Like hockey, each team has six players, with one of them the goalie.
But only the goalie wears equipment. Everyone else is outfitted in just a T-shirt, shorts, running shoes and carrying a lightweight fibre glass or carbon fibre sticks.
The stick must remain below the waist and the ball cannot be played if it is above the knee. And no body contact, stick contact or stick-on-stick contact is permitted.
Similar to soccer, a free hit (free kick) is given for a minor rule infraction.
There is also no offside or icing calls.
Duchesne also organized a league last year in Semiahmoo/White Rock.
The Langley league is also being operated in partnership with the Langley Minor Hockey Association.
LMHA president Steve Pitt had first heard of the sport a few years ago, but he took added interest while attending the B.C. Hockey annual general meeting last year when he saw a BC Floorball booth.
“I had an opportunity to hear some of the benefits of floorball as it relates to ice hockey,” he said.
He was approached in August by Semiahmoo Floorball, and LMHA agreed to post something on their website.

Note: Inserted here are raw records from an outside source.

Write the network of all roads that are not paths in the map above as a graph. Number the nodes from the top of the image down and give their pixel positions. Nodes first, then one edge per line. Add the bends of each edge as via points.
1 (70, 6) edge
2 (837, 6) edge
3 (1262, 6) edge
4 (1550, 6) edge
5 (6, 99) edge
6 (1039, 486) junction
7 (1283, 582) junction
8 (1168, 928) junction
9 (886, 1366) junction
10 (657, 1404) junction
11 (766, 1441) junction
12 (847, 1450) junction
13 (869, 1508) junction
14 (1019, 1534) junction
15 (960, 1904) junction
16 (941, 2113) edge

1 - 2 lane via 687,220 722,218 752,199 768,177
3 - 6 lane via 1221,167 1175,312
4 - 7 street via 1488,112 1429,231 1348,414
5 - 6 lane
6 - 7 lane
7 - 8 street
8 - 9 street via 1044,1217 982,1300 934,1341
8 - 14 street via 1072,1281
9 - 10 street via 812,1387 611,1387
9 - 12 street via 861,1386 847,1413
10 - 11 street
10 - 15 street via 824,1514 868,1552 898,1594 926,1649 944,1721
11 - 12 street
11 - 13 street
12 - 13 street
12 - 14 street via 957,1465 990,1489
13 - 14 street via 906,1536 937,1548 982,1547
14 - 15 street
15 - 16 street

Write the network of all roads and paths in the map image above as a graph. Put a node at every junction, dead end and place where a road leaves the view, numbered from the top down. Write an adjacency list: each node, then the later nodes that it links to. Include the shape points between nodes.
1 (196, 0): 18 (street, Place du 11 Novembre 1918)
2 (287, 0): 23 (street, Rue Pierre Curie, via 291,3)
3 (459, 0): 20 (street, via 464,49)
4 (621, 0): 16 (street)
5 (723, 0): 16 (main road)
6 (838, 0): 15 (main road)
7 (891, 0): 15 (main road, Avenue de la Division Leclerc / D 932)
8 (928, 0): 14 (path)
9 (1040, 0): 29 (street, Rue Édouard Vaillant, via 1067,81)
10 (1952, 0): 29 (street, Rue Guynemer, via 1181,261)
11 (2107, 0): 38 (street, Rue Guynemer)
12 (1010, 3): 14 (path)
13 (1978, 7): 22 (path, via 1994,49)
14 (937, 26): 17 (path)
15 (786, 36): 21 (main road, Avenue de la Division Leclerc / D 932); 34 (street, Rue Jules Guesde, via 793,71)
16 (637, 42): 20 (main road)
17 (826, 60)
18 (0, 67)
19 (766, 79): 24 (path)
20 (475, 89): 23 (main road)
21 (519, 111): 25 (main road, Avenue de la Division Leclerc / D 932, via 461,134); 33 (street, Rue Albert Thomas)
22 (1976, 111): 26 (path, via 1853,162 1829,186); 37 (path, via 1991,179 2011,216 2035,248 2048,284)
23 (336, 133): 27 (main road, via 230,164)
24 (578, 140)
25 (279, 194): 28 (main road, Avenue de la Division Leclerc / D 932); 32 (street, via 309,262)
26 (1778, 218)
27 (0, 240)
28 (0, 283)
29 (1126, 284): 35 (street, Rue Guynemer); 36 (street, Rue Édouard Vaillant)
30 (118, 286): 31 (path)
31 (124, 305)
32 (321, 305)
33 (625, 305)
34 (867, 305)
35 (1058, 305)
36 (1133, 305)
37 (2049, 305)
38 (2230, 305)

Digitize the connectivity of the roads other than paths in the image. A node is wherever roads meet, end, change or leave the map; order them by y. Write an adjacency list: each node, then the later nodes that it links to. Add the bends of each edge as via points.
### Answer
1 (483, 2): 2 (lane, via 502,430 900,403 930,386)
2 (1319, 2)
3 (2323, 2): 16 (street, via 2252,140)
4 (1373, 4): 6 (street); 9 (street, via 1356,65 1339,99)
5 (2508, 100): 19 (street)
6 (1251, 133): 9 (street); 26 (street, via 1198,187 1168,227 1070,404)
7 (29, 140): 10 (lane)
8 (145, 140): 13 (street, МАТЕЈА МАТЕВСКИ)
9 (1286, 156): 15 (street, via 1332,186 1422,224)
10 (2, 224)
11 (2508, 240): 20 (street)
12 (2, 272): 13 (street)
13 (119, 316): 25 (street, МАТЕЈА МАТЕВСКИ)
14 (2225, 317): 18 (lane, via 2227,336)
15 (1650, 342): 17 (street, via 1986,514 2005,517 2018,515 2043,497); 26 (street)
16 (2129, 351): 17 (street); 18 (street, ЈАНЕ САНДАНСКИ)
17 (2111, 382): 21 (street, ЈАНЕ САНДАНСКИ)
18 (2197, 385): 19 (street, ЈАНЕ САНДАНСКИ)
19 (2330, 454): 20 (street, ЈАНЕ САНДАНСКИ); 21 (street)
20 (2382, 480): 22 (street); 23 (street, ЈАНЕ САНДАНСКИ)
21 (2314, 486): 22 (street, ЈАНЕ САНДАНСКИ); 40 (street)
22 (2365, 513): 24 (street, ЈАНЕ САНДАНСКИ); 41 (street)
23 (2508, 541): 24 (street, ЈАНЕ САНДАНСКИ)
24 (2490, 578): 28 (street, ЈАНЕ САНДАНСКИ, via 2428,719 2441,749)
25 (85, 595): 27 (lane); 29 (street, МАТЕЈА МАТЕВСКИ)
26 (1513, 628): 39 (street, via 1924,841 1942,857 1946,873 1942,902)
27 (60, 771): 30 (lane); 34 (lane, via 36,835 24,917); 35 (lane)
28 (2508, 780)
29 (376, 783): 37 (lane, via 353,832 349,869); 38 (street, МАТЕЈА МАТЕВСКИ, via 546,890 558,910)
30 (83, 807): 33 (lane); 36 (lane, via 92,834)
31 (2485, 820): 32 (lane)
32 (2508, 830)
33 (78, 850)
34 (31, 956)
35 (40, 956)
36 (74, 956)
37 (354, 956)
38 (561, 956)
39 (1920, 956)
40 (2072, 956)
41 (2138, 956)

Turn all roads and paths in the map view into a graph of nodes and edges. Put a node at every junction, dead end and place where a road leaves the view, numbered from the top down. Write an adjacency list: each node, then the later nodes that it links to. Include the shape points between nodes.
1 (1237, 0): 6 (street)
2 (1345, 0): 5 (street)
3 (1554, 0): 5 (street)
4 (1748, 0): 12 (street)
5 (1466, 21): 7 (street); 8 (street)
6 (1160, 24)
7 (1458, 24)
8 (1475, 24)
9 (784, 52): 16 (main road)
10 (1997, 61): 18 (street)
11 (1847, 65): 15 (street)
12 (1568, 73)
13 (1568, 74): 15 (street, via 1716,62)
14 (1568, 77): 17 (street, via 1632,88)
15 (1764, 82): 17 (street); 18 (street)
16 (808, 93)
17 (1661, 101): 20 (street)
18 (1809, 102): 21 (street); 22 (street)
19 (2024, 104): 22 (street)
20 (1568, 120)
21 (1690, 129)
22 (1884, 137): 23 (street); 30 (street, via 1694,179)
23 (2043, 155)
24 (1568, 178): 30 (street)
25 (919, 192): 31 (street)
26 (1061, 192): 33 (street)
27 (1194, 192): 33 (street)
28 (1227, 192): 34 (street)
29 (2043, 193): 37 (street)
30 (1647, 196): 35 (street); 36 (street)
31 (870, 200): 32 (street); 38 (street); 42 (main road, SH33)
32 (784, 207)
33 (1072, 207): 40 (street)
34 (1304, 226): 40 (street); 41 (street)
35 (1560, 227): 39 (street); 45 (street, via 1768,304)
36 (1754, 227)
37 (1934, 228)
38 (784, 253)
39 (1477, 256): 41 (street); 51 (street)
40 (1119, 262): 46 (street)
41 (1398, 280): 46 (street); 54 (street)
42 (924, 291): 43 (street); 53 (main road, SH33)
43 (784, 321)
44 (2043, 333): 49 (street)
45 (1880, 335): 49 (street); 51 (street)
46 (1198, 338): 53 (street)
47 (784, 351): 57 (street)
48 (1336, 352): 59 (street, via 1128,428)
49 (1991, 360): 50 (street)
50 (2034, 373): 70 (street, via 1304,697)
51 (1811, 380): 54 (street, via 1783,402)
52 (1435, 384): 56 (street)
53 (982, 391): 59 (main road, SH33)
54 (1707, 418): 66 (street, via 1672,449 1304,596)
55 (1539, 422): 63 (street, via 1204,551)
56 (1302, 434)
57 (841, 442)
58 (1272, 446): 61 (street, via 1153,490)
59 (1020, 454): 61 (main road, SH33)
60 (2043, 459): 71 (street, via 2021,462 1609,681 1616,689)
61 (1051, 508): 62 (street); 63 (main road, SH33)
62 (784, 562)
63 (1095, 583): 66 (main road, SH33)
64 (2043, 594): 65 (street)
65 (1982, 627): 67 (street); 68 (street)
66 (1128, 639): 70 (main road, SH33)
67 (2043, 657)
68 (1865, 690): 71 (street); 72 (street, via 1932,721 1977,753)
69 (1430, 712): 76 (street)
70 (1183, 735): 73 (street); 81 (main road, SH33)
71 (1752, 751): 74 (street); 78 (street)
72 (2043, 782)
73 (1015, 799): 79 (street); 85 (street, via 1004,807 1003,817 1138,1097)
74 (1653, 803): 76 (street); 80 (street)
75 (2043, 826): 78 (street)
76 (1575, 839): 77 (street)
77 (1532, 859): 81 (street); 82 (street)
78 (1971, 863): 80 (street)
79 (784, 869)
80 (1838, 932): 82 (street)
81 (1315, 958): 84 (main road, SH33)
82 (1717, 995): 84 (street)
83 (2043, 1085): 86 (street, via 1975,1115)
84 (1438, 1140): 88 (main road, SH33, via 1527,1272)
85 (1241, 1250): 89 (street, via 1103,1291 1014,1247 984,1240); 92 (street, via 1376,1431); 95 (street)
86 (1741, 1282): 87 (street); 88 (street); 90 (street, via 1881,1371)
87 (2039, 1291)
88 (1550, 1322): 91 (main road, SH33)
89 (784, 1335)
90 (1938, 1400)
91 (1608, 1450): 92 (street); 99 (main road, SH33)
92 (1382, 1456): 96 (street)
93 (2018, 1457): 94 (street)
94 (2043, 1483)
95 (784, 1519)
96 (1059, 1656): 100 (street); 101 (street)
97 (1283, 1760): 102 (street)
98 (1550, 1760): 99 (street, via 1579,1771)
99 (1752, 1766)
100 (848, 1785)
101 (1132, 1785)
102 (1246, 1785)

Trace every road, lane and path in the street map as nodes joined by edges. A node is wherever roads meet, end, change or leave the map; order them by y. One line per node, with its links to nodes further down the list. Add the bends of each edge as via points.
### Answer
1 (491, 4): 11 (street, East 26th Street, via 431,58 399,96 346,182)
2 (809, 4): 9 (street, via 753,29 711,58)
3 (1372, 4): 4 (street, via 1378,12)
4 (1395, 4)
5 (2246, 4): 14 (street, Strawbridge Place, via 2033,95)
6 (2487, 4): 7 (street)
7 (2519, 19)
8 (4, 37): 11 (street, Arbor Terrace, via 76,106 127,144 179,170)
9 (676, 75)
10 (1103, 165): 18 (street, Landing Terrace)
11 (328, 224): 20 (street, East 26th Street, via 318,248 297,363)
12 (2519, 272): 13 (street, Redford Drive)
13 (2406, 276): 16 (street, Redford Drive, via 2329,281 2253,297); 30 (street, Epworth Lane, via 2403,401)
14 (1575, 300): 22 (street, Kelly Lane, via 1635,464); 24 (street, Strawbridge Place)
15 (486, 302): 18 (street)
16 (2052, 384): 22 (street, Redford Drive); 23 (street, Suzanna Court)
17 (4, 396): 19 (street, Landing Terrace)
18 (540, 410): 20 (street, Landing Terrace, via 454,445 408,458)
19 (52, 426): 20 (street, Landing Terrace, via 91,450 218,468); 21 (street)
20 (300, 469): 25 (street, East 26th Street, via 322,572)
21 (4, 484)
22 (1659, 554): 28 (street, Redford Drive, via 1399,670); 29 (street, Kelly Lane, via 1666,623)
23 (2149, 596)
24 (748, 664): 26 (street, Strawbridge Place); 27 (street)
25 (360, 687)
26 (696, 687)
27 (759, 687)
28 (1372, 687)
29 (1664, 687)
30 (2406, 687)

“Floorball — as many other sports — can provide an alternative to spring/summer activities with the added benefit of increasing your hockey skills,” Pitt said.
“Floorball truly involves ‘no-contact’, even stick-to-stick, so you learn to take away passing and shooting lanes and ball movement is essential.”
He added that because of the lack of contact, size, strength and gender are not as important, while the focus is on skill and speed.
“As an association, we support all sports in B.C. and encourage participation in multiple sports to keep fit and have fun,” Pitt added.
Hockey Canada has partnered with Floorball Canada to introduce the sport in elementary schools across the country.
The Gretzky Hockey School is also using floorball as part of their camps, Duchesne said.
The sport is also relatively cheap to play, as all the games are played within Langley, cutting back on travel costs, hotels and other costs associated with attending tournaments.
The season runs April 10 to July 10.
The association offers four age groups, ranging from five to 17 years old.
Tyke is for those born in 2009 and 2010, atom is for birth years 2006, 2007 and 2008, peewee is 2003, 2004 and 2005, and bantam is birth years 1998 to 2002.